Population Media Center
- Motto: Acting for Change
- Established: 1998
- Focus: Entertainment-Education and Social Impact Education for international development
- President: Bill Ryerson
- Location: South Burlington, Vermont, United States
- Website: www.populationmedia.org

= Population Media Center =

Population Media Center (PMC) is an educational entertainment organization dedicated to women's rights and empowerment, population stabilization, and the environment.
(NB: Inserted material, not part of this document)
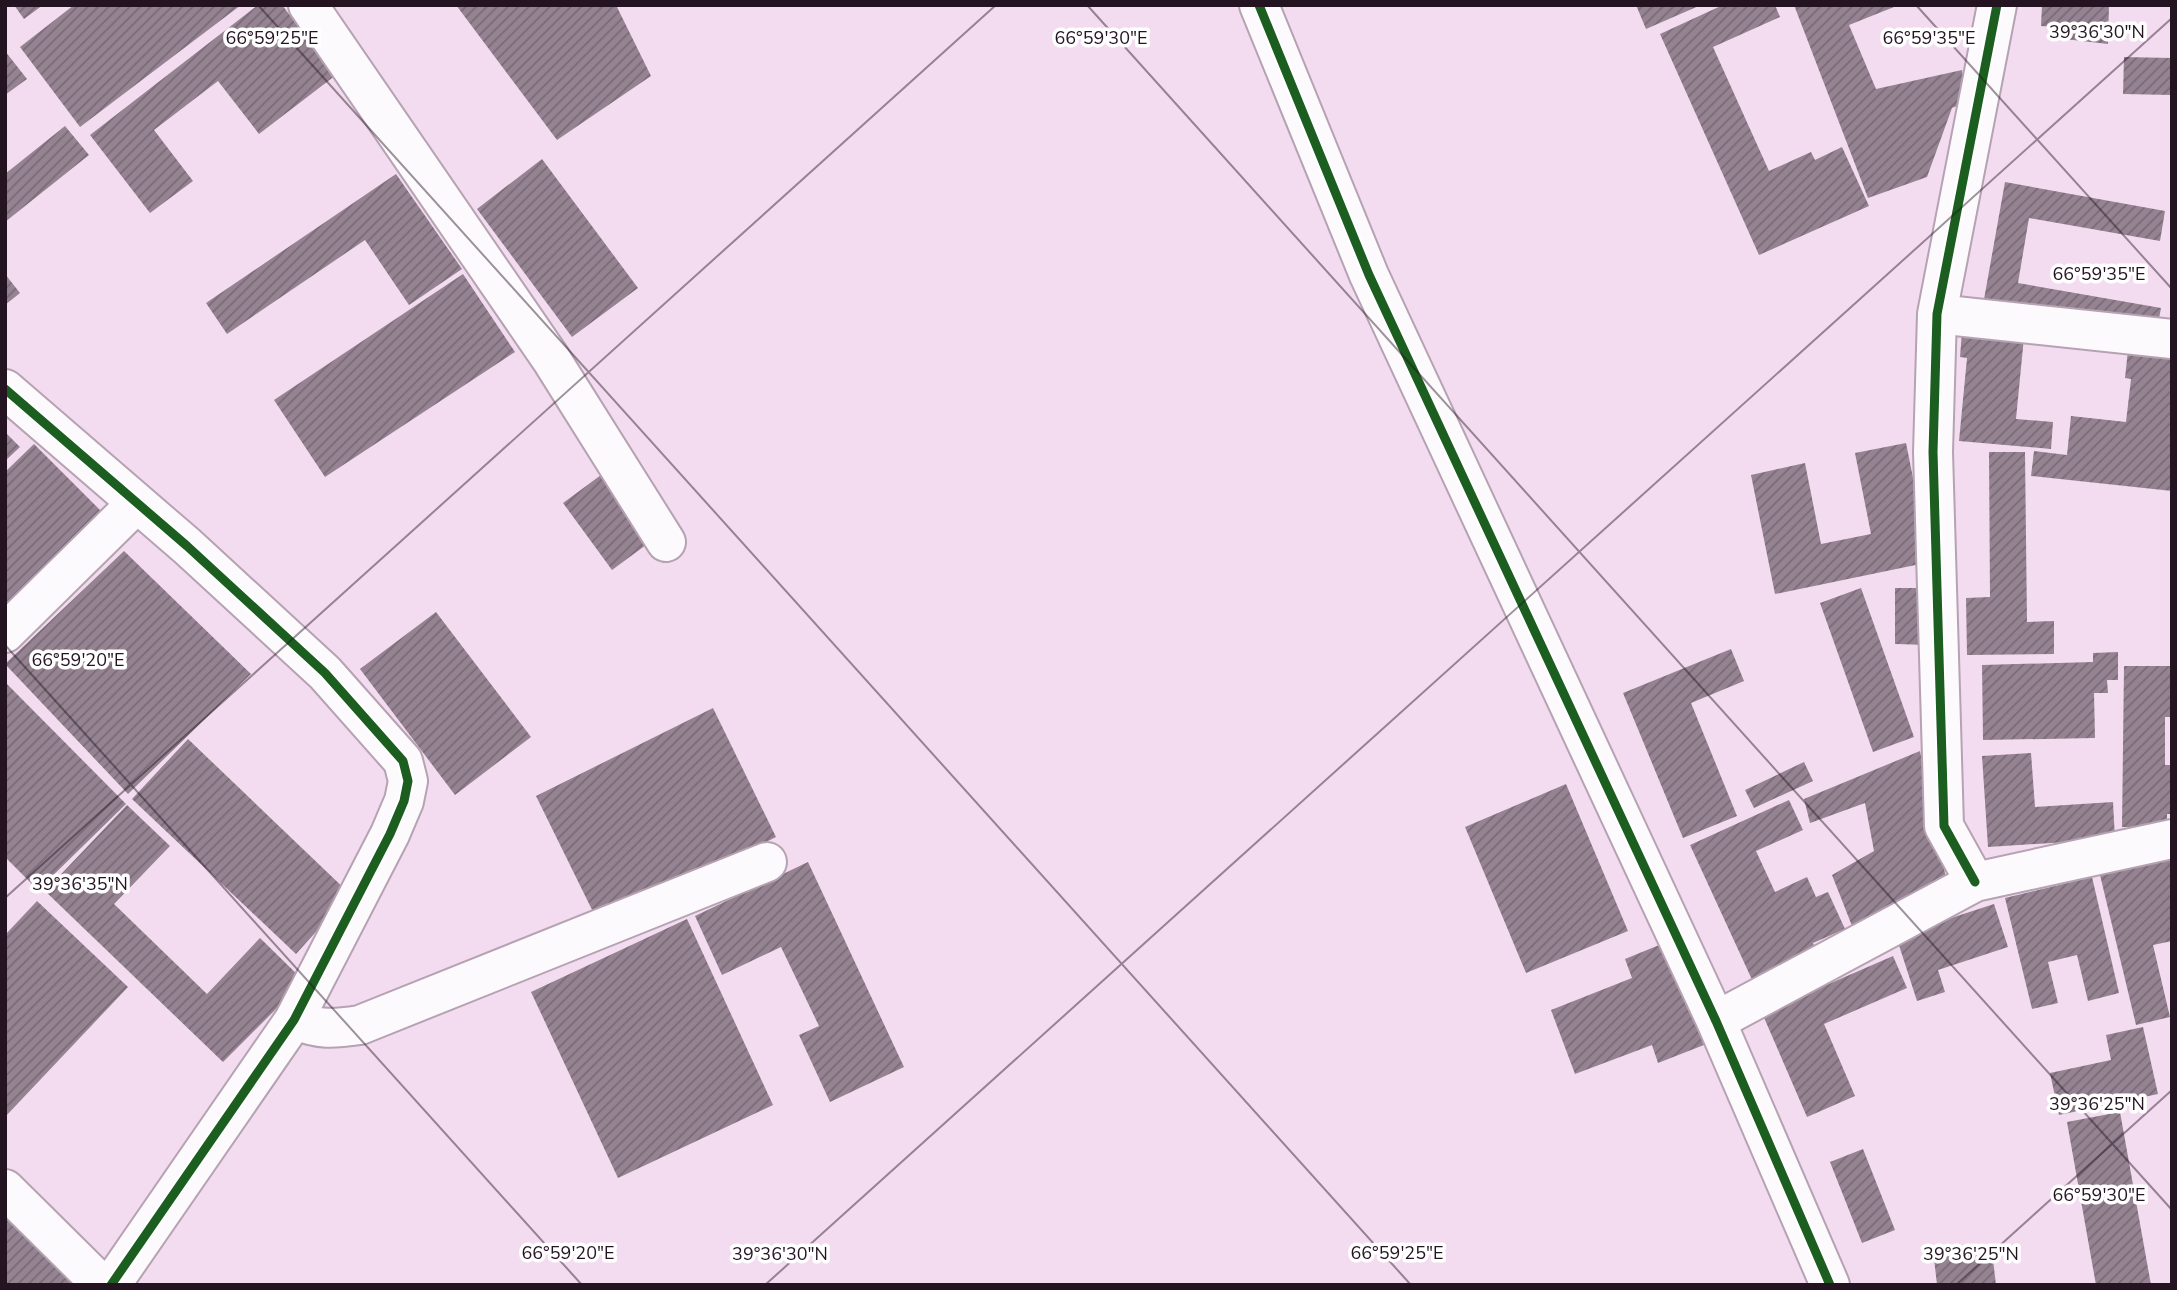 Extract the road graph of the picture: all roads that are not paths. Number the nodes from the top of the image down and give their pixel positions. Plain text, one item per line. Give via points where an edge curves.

PMC's headquarters staff and offices are located throughout the United States and abroad, including Los Angeles, Montreal, and Cape Town, with the primary office located in South Burlington, Vermont.

== History ==
PMC was founded in 1998 by William Ryerson to address population and reproductive health issues using the Sabido method. The company received funding from the Mulago Foundation in 2010.

== Organization ==

=== Activities ===

==== US Content Studio ====
In the United States, PMC develops and produces original content designed to entertain and address contemporary social issues, including women and girl's empowerment, reproductive health, and environmental sustainability. PMC's series, East Los High, was one of the top five shows on Hulu during its first season and 27,000+ viewers used a Planned Parenthood widget in the first month of release.
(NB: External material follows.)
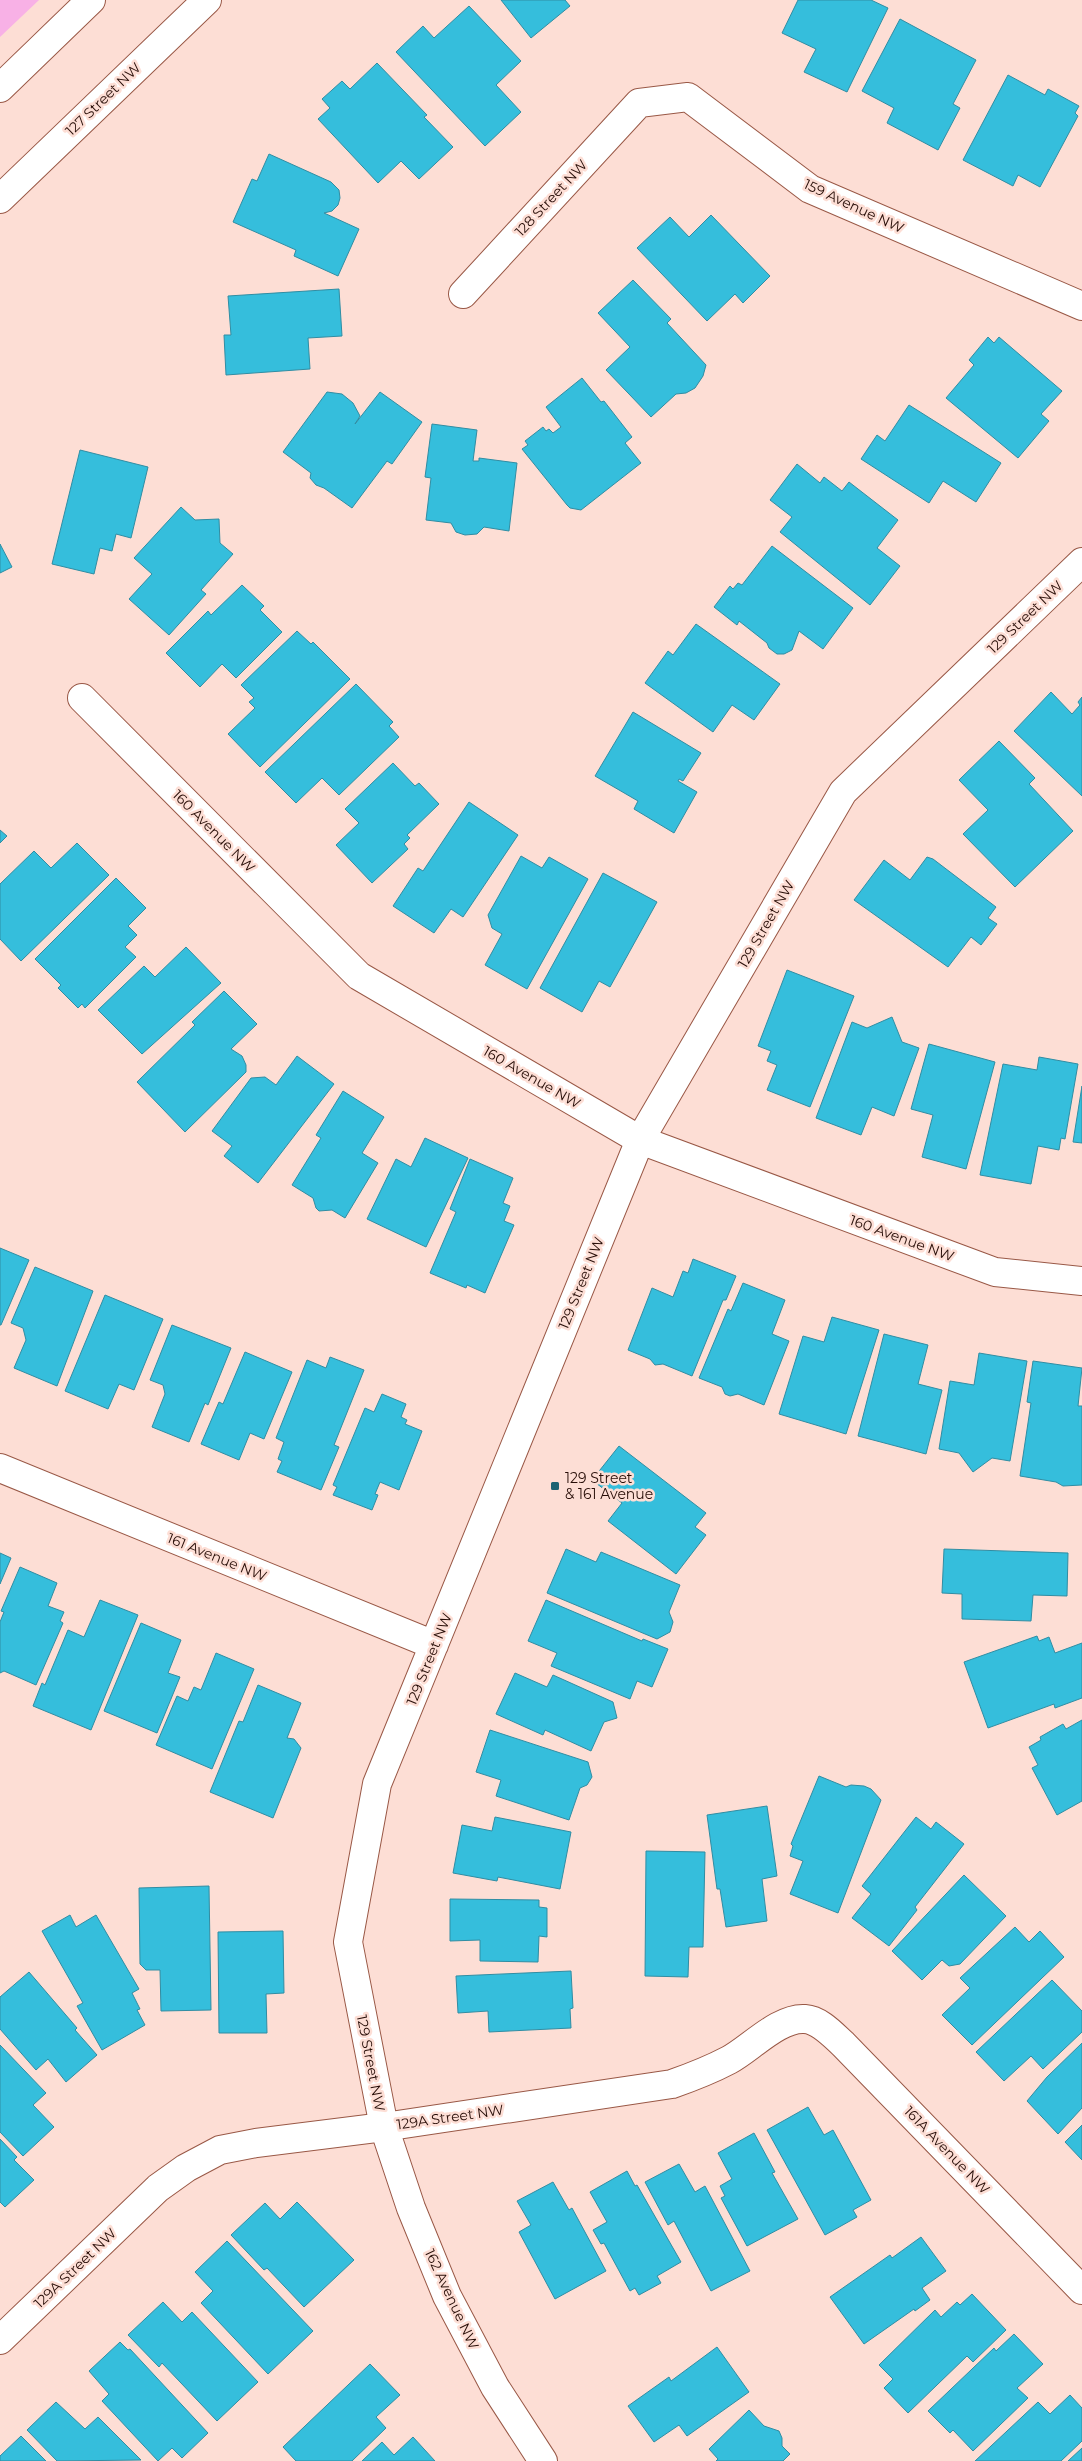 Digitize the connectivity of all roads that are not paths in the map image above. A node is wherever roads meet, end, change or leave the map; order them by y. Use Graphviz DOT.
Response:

==== International Programs ====
PMC hires local writers, actors, and production staff, as well as administrative staff, to create powerful radio and TV serial dramas for behavior change.
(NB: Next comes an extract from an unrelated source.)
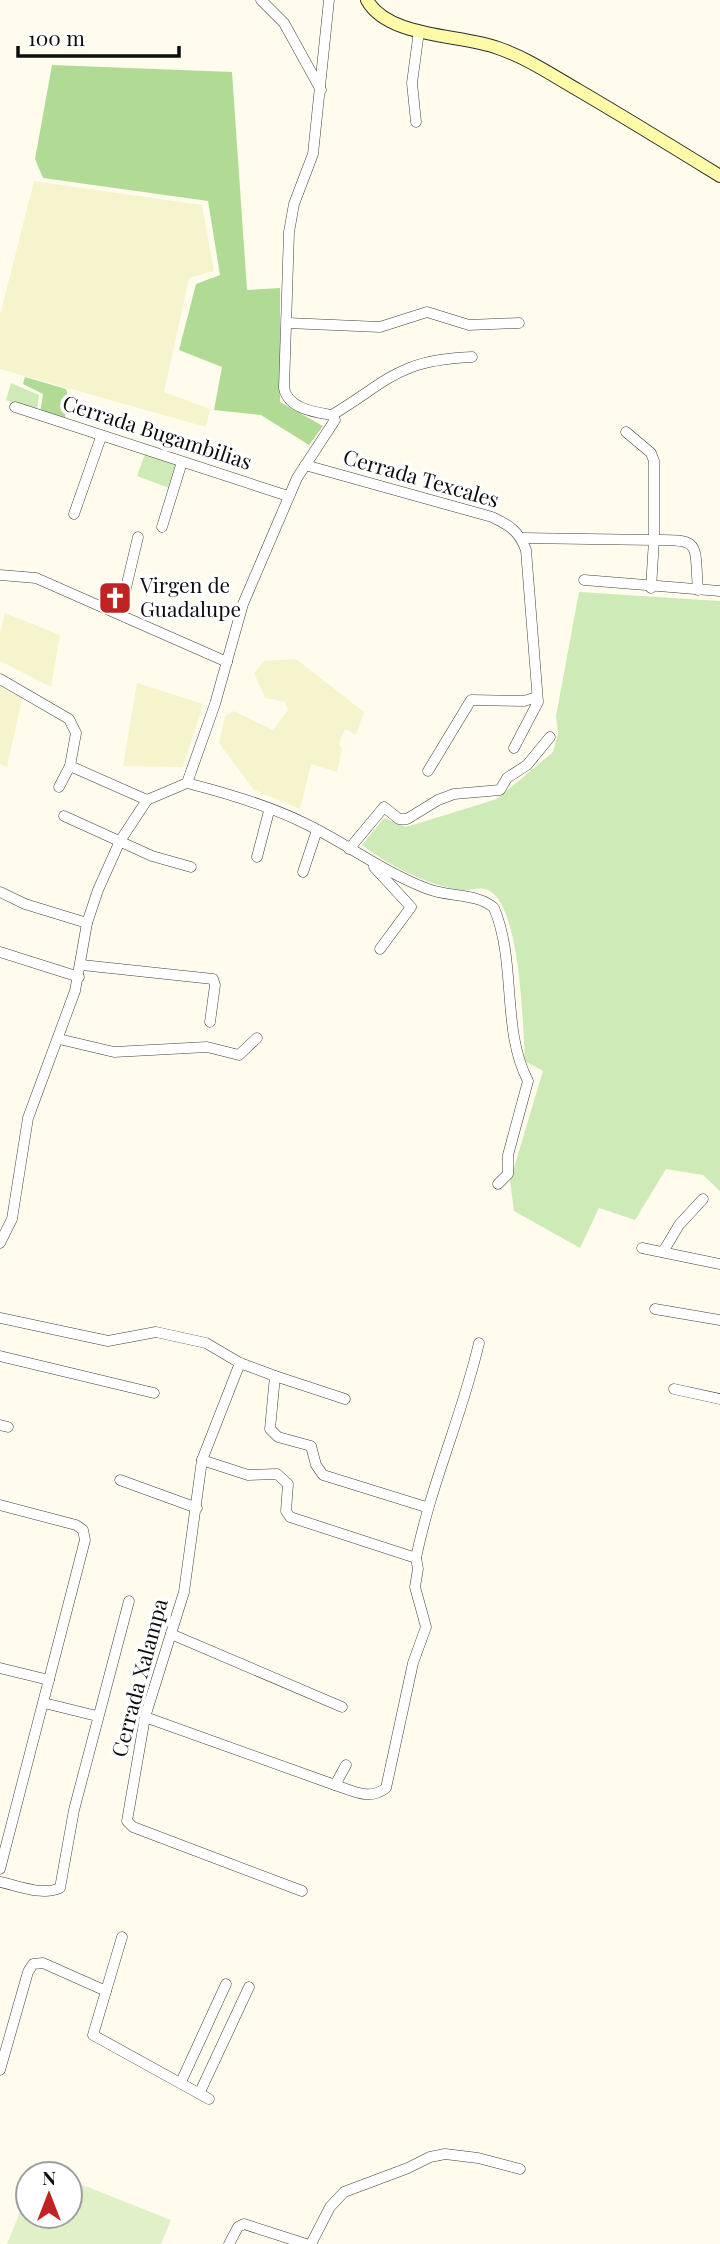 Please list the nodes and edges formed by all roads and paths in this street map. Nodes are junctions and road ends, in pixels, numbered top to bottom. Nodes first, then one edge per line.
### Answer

Since its inception, PMC has aired its shows in Argentina, Bolivia, Brazil, Burkina Faso, Burundi, Chile, Colombia, Costa Rica, Democratic Republic of the Congo, Dominican Republic, Eastern Caribbean, Ecuador, El Salvador, Ethiopia, Guatemala, Haiti, Honduras, Ivory Coast, Jamaica, Kenya, Kyrgyzstan, Malawi, Mali, Mexico, Nepal, Nicaragua, Niger, Nigeria, Papua New Guinea, Panama, Paraguay, Peru, Philippines, Puerto Rico, Rwanda, Senegal, Sierra Leone, South Africa, Sudan, Swaziland, United States of America, Uganda, Uruguay, Venezuela, Vietnam, Zambia and Zimbabwe.

=== Leadership ===
PMC's board of directors has included leading proponents of family planning, gender equality and reproductive health, as well as writers, producers and executives of network television and independent film companies.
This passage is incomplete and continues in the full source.